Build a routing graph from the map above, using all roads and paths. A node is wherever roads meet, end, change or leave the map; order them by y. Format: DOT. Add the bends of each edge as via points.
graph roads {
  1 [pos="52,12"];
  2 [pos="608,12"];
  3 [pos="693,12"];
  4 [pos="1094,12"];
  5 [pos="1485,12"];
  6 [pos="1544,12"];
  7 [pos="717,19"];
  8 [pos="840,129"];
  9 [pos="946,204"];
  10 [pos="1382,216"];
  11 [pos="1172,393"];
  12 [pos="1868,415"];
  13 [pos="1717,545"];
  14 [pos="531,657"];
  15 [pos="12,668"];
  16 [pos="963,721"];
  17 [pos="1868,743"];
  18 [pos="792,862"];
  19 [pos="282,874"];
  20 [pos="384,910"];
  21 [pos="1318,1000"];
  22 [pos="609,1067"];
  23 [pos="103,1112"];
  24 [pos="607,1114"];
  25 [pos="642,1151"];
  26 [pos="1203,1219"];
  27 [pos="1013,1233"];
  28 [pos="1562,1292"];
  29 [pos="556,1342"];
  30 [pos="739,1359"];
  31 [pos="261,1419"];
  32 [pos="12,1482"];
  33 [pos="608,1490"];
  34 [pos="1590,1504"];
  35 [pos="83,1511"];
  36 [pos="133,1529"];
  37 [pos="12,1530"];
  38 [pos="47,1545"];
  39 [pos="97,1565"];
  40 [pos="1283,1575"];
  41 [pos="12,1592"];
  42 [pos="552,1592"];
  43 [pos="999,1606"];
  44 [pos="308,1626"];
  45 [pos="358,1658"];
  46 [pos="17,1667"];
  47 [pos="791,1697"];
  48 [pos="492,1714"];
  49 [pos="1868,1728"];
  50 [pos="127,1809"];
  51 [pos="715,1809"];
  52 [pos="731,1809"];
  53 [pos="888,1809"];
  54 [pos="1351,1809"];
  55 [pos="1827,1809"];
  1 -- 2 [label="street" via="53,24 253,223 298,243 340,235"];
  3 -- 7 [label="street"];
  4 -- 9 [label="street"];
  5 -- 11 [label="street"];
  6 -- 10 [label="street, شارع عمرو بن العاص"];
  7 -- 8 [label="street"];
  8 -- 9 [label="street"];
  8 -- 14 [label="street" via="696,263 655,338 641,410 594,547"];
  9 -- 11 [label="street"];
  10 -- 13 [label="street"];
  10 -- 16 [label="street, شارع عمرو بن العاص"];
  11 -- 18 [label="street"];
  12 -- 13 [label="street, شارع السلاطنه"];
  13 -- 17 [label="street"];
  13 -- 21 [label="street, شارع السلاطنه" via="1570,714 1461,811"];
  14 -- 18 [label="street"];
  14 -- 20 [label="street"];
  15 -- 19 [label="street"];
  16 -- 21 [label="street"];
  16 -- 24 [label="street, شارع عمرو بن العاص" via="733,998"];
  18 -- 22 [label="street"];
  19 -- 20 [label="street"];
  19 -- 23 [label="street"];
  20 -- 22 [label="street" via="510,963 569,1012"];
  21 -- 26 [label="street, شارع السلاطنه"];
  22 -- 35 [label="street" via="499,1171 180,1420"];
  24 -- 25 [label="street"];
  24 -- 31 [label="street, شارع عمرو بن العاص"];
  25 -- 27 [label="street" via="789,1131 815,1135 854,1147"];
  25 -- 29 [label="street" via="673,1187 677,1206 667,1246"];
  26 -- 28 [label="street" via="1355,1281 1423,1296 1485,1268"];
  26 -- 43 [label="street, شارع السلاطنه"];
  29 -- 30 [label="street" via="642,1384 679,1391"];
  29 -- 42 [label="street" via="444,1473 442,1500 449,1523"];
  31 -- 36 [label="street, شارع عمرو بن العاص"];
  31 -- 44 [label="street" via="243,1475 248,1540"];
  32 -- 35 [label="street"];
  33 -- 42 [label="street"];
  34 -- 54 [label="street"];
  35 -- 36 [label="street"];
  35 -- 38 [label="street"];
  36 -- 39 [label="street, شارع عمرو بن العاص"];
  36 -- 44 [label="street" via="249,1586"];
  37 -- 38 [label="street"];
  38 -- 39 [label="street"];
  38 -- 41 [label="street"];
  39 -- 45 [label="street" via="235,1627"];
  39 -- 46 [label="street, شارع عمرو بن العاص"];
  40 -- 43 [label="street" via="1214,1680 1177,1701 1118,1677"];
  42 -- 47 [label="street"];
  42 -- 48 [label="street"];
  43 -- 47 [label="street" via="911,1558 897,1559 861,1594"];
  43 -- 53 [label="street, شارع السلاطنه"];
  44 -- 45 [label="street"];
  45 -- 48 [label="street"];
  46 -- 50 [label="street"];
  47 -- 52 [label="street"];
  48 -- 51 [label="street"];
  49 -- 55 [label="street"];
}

++++++++++

TASK: All entries are to be copied exactly as they read.

ANSWER AREA:
Build a routing graph from the map above, using all roads and paths. A node is wherever roads meet, end, change or leave the map; order them by y. Format: DOT. Add the bends of each edge as via points.
graph roads {
  1 [pos="52,12"];
  2 [pos="608,12"];
  3 [pos="693,12"];
  4 [pos="1094,12"];
  5 [pos="1485,12"];
  6 [pos="1544,12"];
  7 [pos="717,19"];
  8 [pos="840,129"];
  9 [pos="946,204"];
  10 [pos="1382,216"];
  11 [pos="1172,393"];
  12 [pos="1868,415"];
  13 [pos="1717,545"];
  14 [pos="531,657"];
  15 [pos="12,668"];
  16 [pos="963,721"];
  17 [pos="1868,743"];
  18 [pos="792,862"];
  19 [pos="282,874"];
  20 [pos="384,910"];
  21 [pos="1318,1000"];
  22 [pos="609,1067"];
  23 [pos="103,1112"];
  24 [pos="607,1114"];
  25 [pos="642,1151"];
  26 [pos="1203,1219"];
  27 [pos="1013,1233"];
  28 [pos="1562,1292"];
  29 [pos="556,1342"];
  30 [pos="739,1359"];
  31 [pos="261,1419"];
  32 [pos="12,1482"];
  33 [pos="608,1490"];
  34 [pos="1590,1504"];
  35 [pos="83,1511"];
  36 [pos="133,1529"];
  37 [pos="12,1530"];
  38 [pos="47,1545"];
  39 [pos="97,1565"];
  40 [pos="1283,1575"];
  41 [pos="12,1592"];
  42 [pos="552,1592"];
  43 [pos="999,1606"];
  44 [pos="308,1626"];
  45 [pos="358,1658"];
  46 [pos="17,1667"];
  47 [pos="791,1697"];
  48 [pos="492,1714"];
  49 [pos="1868,1728"];
  50 [pos="127,1809"];
  51 [pos="715,1809"];
  52 [pos="731,1809"];
  53 [pos="888,1809"];
  54 [pos="1351,1809"];
  55 [pos="1827,1809"];
  1 -- 2 [label="street" via="53,24 253,223 298,243 340,235"];
  3 -- 7 [label="street"];
  4 -- 9 [label="street"];
  5 -- 11 [label="street"];
  6 -- 10 [label="street, شارع عمرو بن العاص"];
  7 -- 8 [label="street"];
  8 -- 9 [label="street"];
  8 -- 14 [label="street" via="696,263 655,338 641,410 594,547"];
  9 -- 11 [label="street"];
  10 -- 13 [label="street"];
  10 -- 16 [label="street, شارع عمرو بن العاص"];
  11 -- 18 [label="street"];
  12 -- 13 [label="street, شارع السلاطنه"];
  13 -- 17 [label="street"];
  13 -- 21 [label="street, شارع السلاطنه" via="1570,714 1461,811"];
  14 -- 18 [label="street"];
  14 -- 20 [label="street"];
  15 -- 19 [label="street"];
  16 -- 21 [label="street"];
  16 -- 24 [label="street, شارع عمرو بن العاص" via="733,998"];
  18 -- 22 [label="street"];
  19 -- 20 [label="street"];
  19 -- 23 [label="street"];
  20 -- 22 [label="street" via="510,963 569,1012"];
  21 -- 26 [label="street, شارع السلاطنه"];
  22 -- 35 [label="street" via="499,1171 180,1420"];
  24 -- 25 [label="street"];
  24 -- 31 [label="street, شارع عمرو بن العاص"];
  25 -- 27 [label="street" via="789,1131 815,1135 854,1147"];
  25 -- 29 [label="street" via="673,1187 677,1206 667,1246"];
  26 -- 28 [label="street" via="1355,1281 1423,1296 1485,1268"];
  26 -- 43 [label="street, شارع السلاطنه"];
  29 -- 30 [label="street" via="642,1384 679,1391"];
  29 -- 42 [label="street" via="444,1473 442,1500 449,1523"];
  31 -- 36 [label="street, شارع عمرو بن العاص"];
  31 -- 44 [label="street" via="243,1475 248,1540"];
  32 -- 35 [label="street"];
  33 -- 42 [label="street"];
  34 -- 54 [label="street"];
  35 -- 36 [label="street"];
  35 -- 38 [label="street"];
  36 -- 39 [label="street, شارع عمرو بن العاص"];
  36 -- 44 [label="street" via="249,1586"];
  37 -- 38 [label="street"];
  38 -- 39 [label="street"];
  38 -- 41 [label="street"];
  39 -- 45 [label="street" via="235,1627"];
  39 -- 46 [label="street, شارع عمرو بن العاص"];
  40 -- 43 [label="street" via="1214,1680 1177,1701 1118,1677"];
  42 -- 47 [label="street"];
  42 -- 48 [label="street"];
  43 -- 47 [label="street" via="911,1558 897,1559 861,1594"];
  43 -- 53 [label="street, شارع السلاطنه"];
  44 -- 45 [label="street"];
  45 -- 48 [label="street"];
  46 -- 50 [label="street"];
  47 -- 52 [label="street"];
  48 -- 51 [label="street"];
  49 -- 55 [label="street"];
}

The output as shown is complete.